Enam tahun silam, sekelompok fans klub Skotlandia, Celtic, mengibarkan bendera Palestina di tribun penonton. Saat itu klub dukungan mereka sedang menjamu duta Israel, Hapoel Be’er Sheva. UEFA seketika murka. Celtic dihukum. Mantra ‘sepak bola dipisah dari politik’ dilafalkan kembali dengan tegas, seolah akan dijalankan dengan konsisten dan bertanggungjawab. Tetapi tak perlu waktu lama untuk menyaksikan kemunafikan.
Saat Russia menyerang Ukraina, seluruh stadion Eropa lekas-lekas menjadi panggung propaganda politik. Mereka menggelar pesan politik anti Russia di setiap pertandingan liga yang akan digelar. Semua yang berbau Russia dihajar. Tanpa kecuali sepakbola. Taipan Roman Abramovic diusir dari kepemilikannya di Chelsea.

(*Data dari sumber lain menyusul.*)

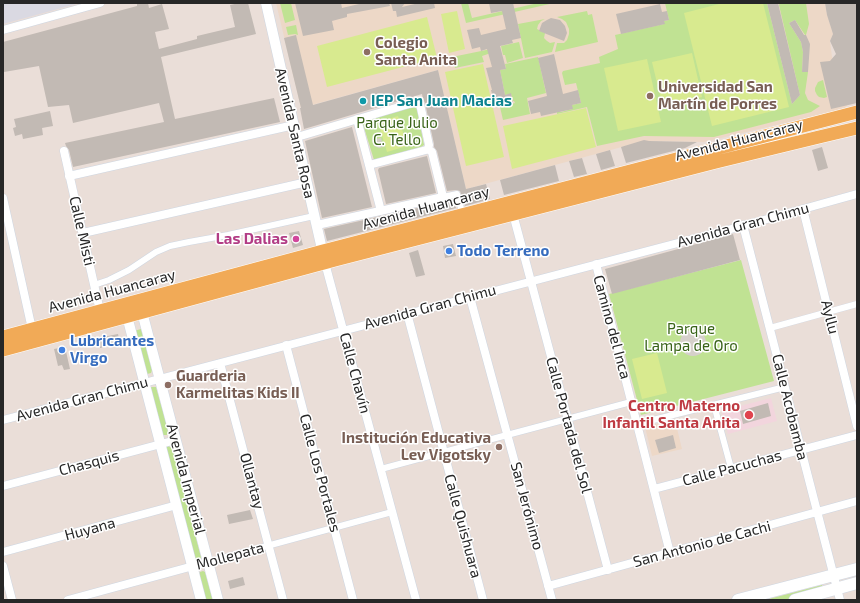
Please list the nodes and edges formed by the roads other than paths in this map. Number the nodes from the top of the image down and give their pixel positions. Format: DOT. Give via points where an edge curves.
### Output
graph roads {
  1 [pos="100,3"];
  2 [pos="266,3"];
  3 [pos="3,30"];
  4 [pos="857,112"];
  5 [pos="357,119"];
  6 [pos="294,125"];
  7 [pos="857,128"];
  8 [pos="296,137"];
  9 [pos="428,149"];
  10 [pos="64,151"];
  11 [pos="369,165"];
  12 [pos="69,176"];
  13 [pos="307,182"];
  14 [pos="857,194"];
  15 [pos="443,197"];
  16 [pos="3,198"];
  17 [pos="803,209"];
  18 [pos="381,211"];
  19 [pos="513,214"];
  20 [pos="463,215"];
  21 [pos="316,220"];
  22 [pos="743,225"];
  23 [pos="6,226"];
  24 [pos="82,233"];
  25 [pos="324,257"];
  26 [pos="596,264"];
  27 [pos="530,281"];
  28 [pos="94,285"];
  29 [pos="470,297"];
  30 [pos="857,304"];
  31 [pos="100,311"];
  32 [pos="142,312"];
  33 [pos="829,312"];
  34 [pos="407,313"];
  35 [pos="127,316"];
  36 [pos="770,328"];
  37 [pos="32,329"];
  38 [pos="343,330"];
  39 [pos="3,337"];
  40 [pos="286,345"];
  41 [pos="3,350"];
  42 [pos="220,362"];
  43 [pos="160,378"];
  44 [pos="145,382"];
  45 [pos="785,387"];
  46 [pos="632,402"];
  47 [pos="714,405"];
  48 [pos="568,419"];
  49 [pos="3,420"];
  50 [pos="637,424"];
  51 [pos="857,426"];
  52 [pos="507,434"];
  53 [pos="857,435"];
  54 [pos="176,440"];
  55 [pos="161,444"];
  56 [pos="801,450"];
  57 [pos="444,452"];
  58 [pos="731,468"];
  59 [pos="381,469"];
  60 [pos="3,486"];
  61 [pos="654,488"];
  62 [pos="857,501"];
  63 [pos="177,505"];
  64 [pos="392,512"];
  65 [pos="817,512"];
  66 [pos="334,528"];
  67 [pos="269,545"];
  68 [pos="3,552"];
  69 [pos="670,552"];
  70 [pos="208,562"];
  71 [pos="3,566"];
  72 [pos="193,566"];
  73 [pos="857,569"];
  74 [pos="608,570"];
  75 [pos="833,575"];
  76 [pos="857,583"];
  77 [pos="548,586"];
  78 [pos="838,594"];
  79 [pos="12,600"];
  80 [pos="68,600"];
  81 [pos="201,600"];
  82 [pos="218,600"];
  83 [pos="284,600"];
  84 [pos="353,600"];
  85 [pos="416,600"];
  86 [pos="483,600"];
  87 [pos="552,600"];
  88 [pos="738,600"];
  89 [pos="795,600"];
  1 -- 3 [label="street"];
  2 -- 6 [label="street, Avenida Santa Rosa"];
  4 -- 20 [label="main road, Avenida Huancaray"];
  5 -- 8 [label="street"];
  5 -- 9 [label="street" via="418,102"];
  5 -- 11 [label="street"];
  6 -- 8 [label="street, Avenida Santa Rosa"];
  6 -- 12 [label="street"];
  7 -- 19 [label="main road, Avenida Huancaray"];
  8 -- 13 [label="street, Avenida Santa Rosa"];
  9 -- 11 [label="street"];
  9 -- 15 [label="street" via="432,152"];
  10 -- 12 [label="street, Calle Misti"];
  11 -- 18 [label="street"];
  12 -- 24 [label="street, Calle Misti"];
  13 -- 21 [label="street, Avenida Santa Rosa"];
  13 -- 24 [label="street"];
  14 -- 17 [label="street, Avenida Gran Chimu"];
  15 -- 18 [label="street"];
  15 -- 20 [label="street" via="457,194"];
  16 -- 23 [label="street"];
  17 -- 22 [label="street, Avenida Gran Chimu"];
  17 -- 33 [label="street, Ayllu"];
  18 -- 21 [label="street"];
  19 -- 25 [label="main road, Avenida Huancaray"];
  19 -- 27 [label="street, Calle Portada del Sol"];
  20 -- 25 [label="main road, Avenida Huancaray"];
  21 -- 25 [label="street, Avenida Santa Rosa"];
  21 -- 28 [label="street" via="170,246 109,280"];
  22 -- 26 [label="street, Avenida Gran Chimu"];
  22 -- 36 [label="street, Calle Acobamba"];
  23 -- 37 [label="street"];
  24 -- 28 [label="street, Calle Misti"];
  25 -- 31 [label="main road, Avenida Huancaray"];
  25 -- 32 [label="main road, Avenida Huancaray"];
  25 -- 38 [label="street, Calle Chavín"];
  26 -- 27 [label="street, Avenida Gran Chimu"];
  26 -- 46 [label="street, Camino del Inca"];
  27 -- 29 [label="street, Avenida Gran Chimu"];
  27 -- 48 [label="street, Calle Portada del Sol"];
  28 -- 31 [label="street, Calle Misti"];
  29 -- 34 [label="street, Avenida Gran Chimu"];
  29 -- 52 [label="street, San Jerónimo"];
  30 -- 33 [label="street"];
  31 -- 37 [label="main road, Avenida Huancaray"];
  32 -- 35 [label="main road, Avenida Huancaray"];
  32 -- 43 [label="street, Avenida Imperial"];
  33 -- 36 [label="street"];
  33 -- 51 [label="street, Ayllu"];
  34 -- 38 [label="street, Avenida Gran Chimu"];
  34 -- 57 [label="street, Calle Quishuara"];
  35 -- 41 [label="main road, Avenida Huancaray"];
  35 -- 44 [label="street, Avenida Imperial"];
  36 -- 45 [label="street, Calle Acobamba"];
  37 -- 39 [label="main road, Avenida Huancaray"];
  38 -- 40 [label="street, Avenida Gran Chimu"];
  38 -- 59 [label="street, Calle Chavín"];
  40 -- 42 [label="street, Avenida Gran Chimu"];
  40 -- 66 [label="street, Calle Los Portales"];
  42 -- 43 [label="street, Avenida Gran Chimu"];
  42 -- 67 [label="street, Ollantay"];
  43 -- 44 [label="street, Avenida Gran Chimu"];
  43 -- 54 [label="street, Avenida Imperial"];
  44 -- 49 [label="street, Avenida Gran Chimu"];
  44 -- 55 [label="street, Avenida Imperial"];
  45 -- 47 [label="street"];
  45 -- 56 [label="street, Calle Acobamba"];
  46 -- 48 [label="street"];
  46 -- 50 [label="street, Camino del Inca"];
  47 -- 50 [label="street"];
  47 -- 58 [label="street"];
  48 -- 52 [label="street"];
  48 -- 74 [label="street, Calle Portada del Sol"];
  50 -- 61 [label="street, Camino del Inca"];
  52 -- 57 [label="street"];
  52 -- 77 [label="street, San Jerónimo"];
  53 -- 56 [label="street, Calle Pacuchas"];
  54 -- 55 [label="street, Chasquis"];
  54 -- 70 [label="street, Avenida Imperial"];
  55 -- 60 [label="street, Chasquis"];
  55 -- 63 [label="street, Avenida Imperial"];
  56 -- 58 [label="street, Calle Pacuchas"];
  56 -- 65 [label="street, Calle Acobamba"];
  57 -- 59 [label="street"];
  57 -- 86 [label="street, Calle Quishuara"];
  58 -- 61 [label="street, Calle Pacuchas"];
  59 -- 64 [label="street, Calle Chavín"];
  61 -- 69 [label="street, Camino del Inca"];
  62 -- 65 [label="street, San Antonio de Cachi"];
  63 -- 68 [label="street, Huyana"];
  63 -- 72 [label="street, Avenida Imperial"];
  64 -- 66 [label="street, Mollepata"];
  64 -- 85 [label="street, Calle Chavín"];
  65 -- 69 [label="street, San Antonio de Cachi"];
  65 -- 75 [label="street, Calle Acobamba"];
  66 -- 67 [label="street, Mollepata"];
  66 -- 84 [label="street, Calle Los Portales"];
  67 -- 70 [label="street, Mollepata"];
  67 -- 83 [label="street, Ollantay"];
  69 -- 74 [label="street, San Antonio de Cachi"];
  70 -- 72 [label="street, Mollepata"];
  70 -- 82 [label="street, Avenida Imperial"];
  71 -- 79 [label="street"];
  72 -- 80 [label="street, Mollepata"];
  72 -- 81 [label="street, Avenida Imperial"];
  73 -- 75 [label="main road"];
  74 -- 77 [label="street, San Antonio de Cachi"];
  75 -- 78 [label="street, Calle Acobamba"];
  75 -- 88 [label="main road"];
  76 -- 78 [label="main road"];
  77 -- 87 [label="street, San Jerónimo"];
  78 -- 89 [label="main road"];
}
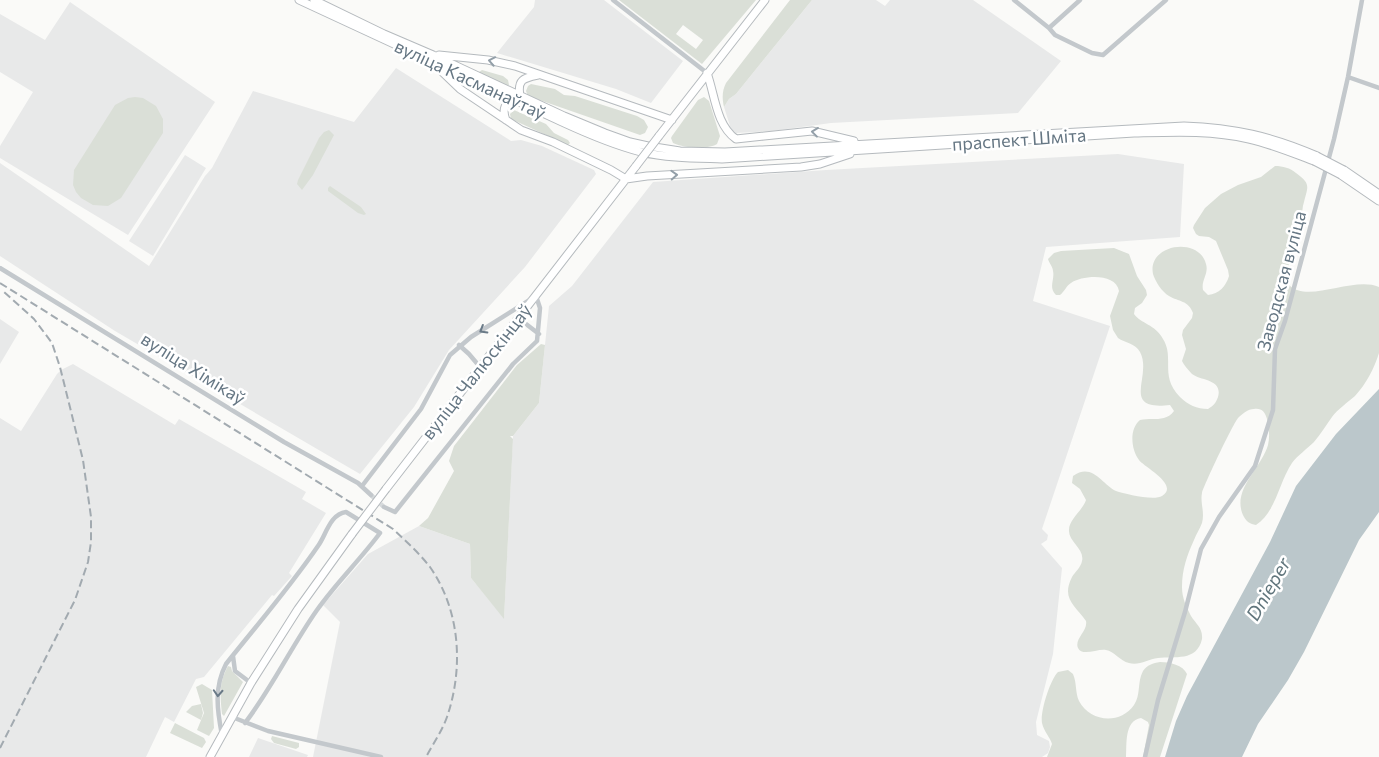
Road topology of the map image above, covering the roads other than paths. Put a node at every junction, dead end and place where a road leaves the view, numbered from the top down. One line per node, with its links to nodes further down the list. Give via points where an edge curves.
1 (299, 0): 10 (main road, вуліца Касманаўтаў)
2 (314, 0): 10 (main road, вуліца Касманаўтаў)
3 (613, 0): 13 (street)
4 (765, 0): 13 (main road, вуліца Чалюскінцаў)
5 (1014, 0): 9 (street)
6 (1080, 0): 9 (street)
7 (1166, 0): 9 (street, via 1103,55 1054,35)
8 (1362, 0): 14 (street, Заводская вуліца)
9 (1049, 28)
10 (382, 37): 11 (main road, вуліца Касманаўтаў)
11 (432, 58): 12 (main road, one-way to 11, via 488,60); 16 (main road, вуліца Касманаўтаў); 17 (main road, via 460,89)
12 (539, 74): 16 (main road, via 525,77 520,82); 18 (main road)
13 (707, 74): 18 (main road, вуліца Чалюскінцаў); 19 (main road, one-way to 13, via 812,131 736,139 722,124)
14 (1348, 77): 15 (street); 41 (street, Заводская вуліца, via 1323,183 1275,350 1273,410 1255,466 1218,517 1201,549)
15 (1379, 88)
16 (518, 98): 17 (main road, via 505,106); 20 (main road, вуліца Касманаўтаў, via 601,139)
17 (506, 120): 22 (main road)
18 (672, 120): 22 (main road, вуліца Чалюскінцаў, bridge)
19 (861, 147): 20 (main road, праспект Шміта, via 722,159 675,157); 21 (main road, праспект Шміта, bridge, via 1184,126 1234,130 1277,140); 22 (main road, one-way to 19, via 801,167 820,164)
20 (645, 149)
21 (1343, 173): 23 (main road, праспект Шміта); 24 (main road, праспект Шміта)
22 (626, 179): 26 (main road, вуліца Чалюскінцаў)
23 (1379, 194)
24 (1379, 201)
25 (0, 268): 31 (street, вуліца Хімікаў, via 284,442)
26 (536, 296): 27 (main road, вуліца Чалюскінцаў); 28 (street, via 540,308); 29 (street, one-way to 29)
27 (514, 324): 28 (street, via 526,324); 30 (main road, вуліца Чалюскінцаў)
28 (539, 334): 33 (street, via 537,341 513,364 395,512)
29 (459, 345): 30 (street); 31 (street, via 450,355 421,409)
30 (480, 368): 35 (main road, вуліца Чалюскінцаў, bridge, via 352,534)
31 (362, 486): 32 (street, вуліца Хімікаў)
32 (371, 495)
33 (384, 506)
34 (233, 655): 35 (street, via 235,671); 37 (street, via 292,582 341,512 380,534 294,643 261,703); 38 (street, one-way to 38, via 220,676 217,690)
35 (250, 683): 36 (main road, вуліца Чалюскінцаў)
36 (232, 717): 37 (street); 38 (main road, вуліца Чалюскінцаў)
37 (246, 723): 40 (street)
38 (222, 735): 39 (main road, вуліца Чалюскінцаў)
39 (210, 757)
40 (381, 757)
41 (1145, 757)

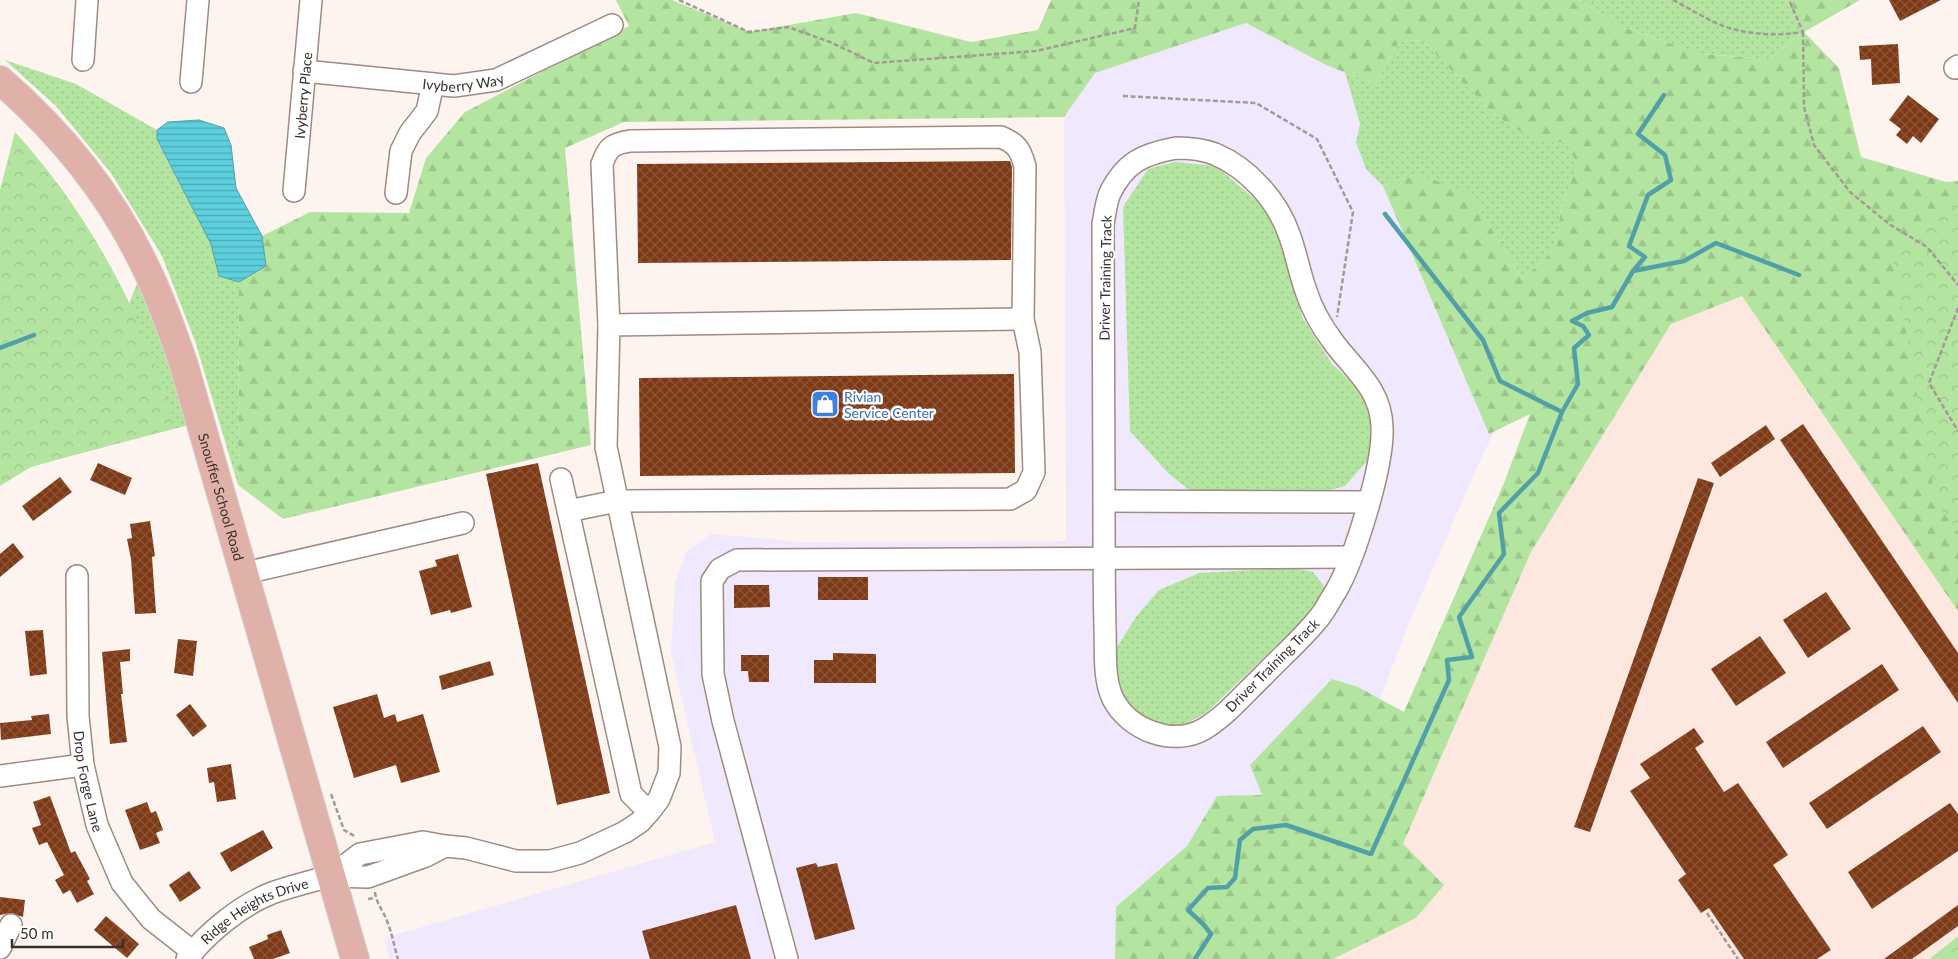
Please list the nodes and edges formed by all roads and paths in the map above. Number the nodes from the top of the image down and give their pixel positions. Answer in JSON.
{"nodes":[{"id":1,"x":87,"y":0,"type":"edge"},
{"id":2,"x":198,"y":0,"type":"edge"},
{"id":3,"x":311,"y":0,"type":"edge"},
{"id":4,"x":679,"y":0,"type":"edge"},
{"id":5,"x":1139,"y":0,"type":"edge"},
{"id":6,"x":1673,"y":0,"type":"edge"},
{"id":7,"x":1789,"y":0,"type":"edge"},
{"id":8,"x":612,"y":25,"type":"dead end"},
{"id":9,"x":1803,"y":32,"type":"junction"},
{"id":10,"x":83,"y":60,"type":"dead end"},
{"id":11,"x":304,"y":71,"type":"junction"},
{"id":12,"x":0,"y":80,"type":"edge"},
{"id":13,"x":192,"y":82,"type":"dead end"},
{"id":14,"x":433,"y":84,"type":"junction"},
{"id":15,"x":1123,"y":96,"type":"dead end"},
{"id":16,"x":294,"y":191,"type":"dead end"},
{"id":17,"x":396,"y":193,"type":"dead end"},
{"id":18,"x":1958,"y":285,"type":"edge"},
{"id":19,"x":1958,"y":308,"type":"edge"},
{"id":20,"x":1023,"y":319,"type":"junction"},
{"id":21,"x":609,"y":325,"type":"junction"},
{"id":22,"x":1334,"y":343,"type":"junction"},
{"id":23,"x":1958,"y":431,"type":"edge"},
{"id":24,"x":561,"y":479,"type":"dead end"},
{"id":25,"x":618,"y":501,"type":"junction"},
{"id":26,"x":1104,"y":501,"type":"junction"},
{"id":27,"x":1369,"y":502,"type":"junction"},
{"id":28,"x":568,"y":511,"type":"junction"},
{"id":29,"x":463,"y":524,"type":"dead end"},
{"id":30,"x":1351,"y":557,"type":"junction"},
{"id":31,"x":1104,"y":558,"type":"junction"},
{"id":32,"x":245,"y":573,"type":"junction"},
{"id":33,"x":77,"y":576,"type":"dead end"},
{"id":34,"x":83,"y":765,"type":"junction"},
{"id":35,"x":0,"y":776,"type":"edge"},
{"id":36,"x":330,"y":792,"type":"dead end"},
{"id":37,"x":649,"y":812,"type":"junction"},
{"id":38,"x":358,"y":837,"type":"dead end"},
{"id":39,"x":331,"y":876,"type":"junction"},
{"id":40,"x":375,"y":890,"type":"dead end"},
{"id":41,"x":375,"y":898,"type":"junction"},
{"id":42,"x":368,"y":899,"type":"dead end"},
{"id":43,"x":1707,"y":913,"type":"dead end"},
{"id":44,"x":11,"y":925,"type":"dead end"},
{"id":45,"x":0,"y":948,"type":"edge"},
{"id":46,"x":190,"y":956,"type":"edge"},
{"id":47,"x":355,"y":959,"type":"edge"},
{"id":48,"x":398,"y":959,"type":"edge"},
{"id":49,"x":787,"y":959,"type":"edge"},
{"id":50,"x":1738,"y":959,"type":"edge"}],
"edges":[{"from":1,"to":10,"type":"street"},
{"from":2,"to":13,"type":"street"},
{"from":3,"to":11,"type":"street","name":"Ivyberry Place"},
{"from":4,"to":5,"type":"path"},
{"from":6,"to":9,"type":"path"},
{"from":7,"to":9,"type":"path"},
{"from":8,"to":14,"type":"street","name":"Ivyberry Way"},
{"from":9,"to":18,"type":"path"},
{"from":11,"to":14,"type":"street","name":"Ivyberry Way"},
{"from":11,"to":16,"type":"street","name":"Ivyberry Place"},
{"from":12,"to":32,"type":"main road","name":"Snouffer School Road"},
{"from":14,"to":17,"type":"street"},
{"from":15,"to":22,"type":"path"},
{"from":19,"to":23,"type":"path"},
{"from":20,"to":21,"type":"street"},
{"from":20,"to":21,"type":"street"},
{"from":20,"to":25,"type":"street"},
{"from":21,"to":25,"type":"street"},
{"from":22,"to":26,"type":"street","name":"Driver Training Track"},
{"from":22,"to":27,"type":"street","name":"Driver Training Track"},
{"from":24,"to":28,"type":"street"},
{"from":25,"to":28,"type":"street"},
{"from":25,"to":37,"type":"street"},
{"from":26,"to":27,"type":"street"},
{"from":26,"to":31,"type":"street","name":"Driver Training Track"},
{"from":27,"to":30,"type":"street","name":"Driver Training Track"},
{"from":28,"to":37,"type":"street"},
{"from":29,"to":32,"type":"street"},
{"from":30,"to":31,"type":"street"},
{"from":30,"to":31,"type":"street","name":"Driver Training Track"},
{"from":31,"to":49,"type":"street"},
{"from":32,"to":39,"type":"main road","name":"Snouffer School Road"},
{"from":33,"to":34,"type":"street","name":"Drop Forge Lane"},
{"from":34,"to":35,"type":"street"},
{"from":34,"to":46,"type":"street","name":"Drop Forge Lane"},
{"from":36,"to":38,"type":"path"},
{"from":37,"to":39,"type":"street"},
{"from":39,"to":46,"type":"street","name":"Ridge Heights Drive"},
{"from":39,"to":47,"type":"main road","name":"Snouffer School Road"},
{"from":40,"to":41,"type":"path"},
{"from":41,"to":42,"type":"path"},
{"from":41,"to":48,"type":"path"},
{"from":43,"to":50,"type":"path"},
{"from":44,"to":45,"type":"street"}]}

Seluruh klub Russia dilarang tampil di Eropa. Tak sampai di situ, UEFA mengajukan tuntutan agar Russia didiskualifikasi dari penyisihan Piala Dunia. Dan FIFA dengan senang hati melayaninya. Sekali lagi, FIFA berpolitik. Slogan ‘sepak bola terpisah dari politik’ sontak raib, entah kemana. Mungkin slogan itu disembunyikan di kantong celana petinggi NATO dan Uni Eropa.
Polemik Piala Dunia U-20 dengan Isarel sebagai faktor determinannya, pada akhirnya membawa pemain sepak bola angkat bicara. Penyerang tim nasional Indonesia U-20, Hokky Caraka bersuara terkait nasib Piala Dunia U-20. Ia meluapkan kekecewaannya di media sosial.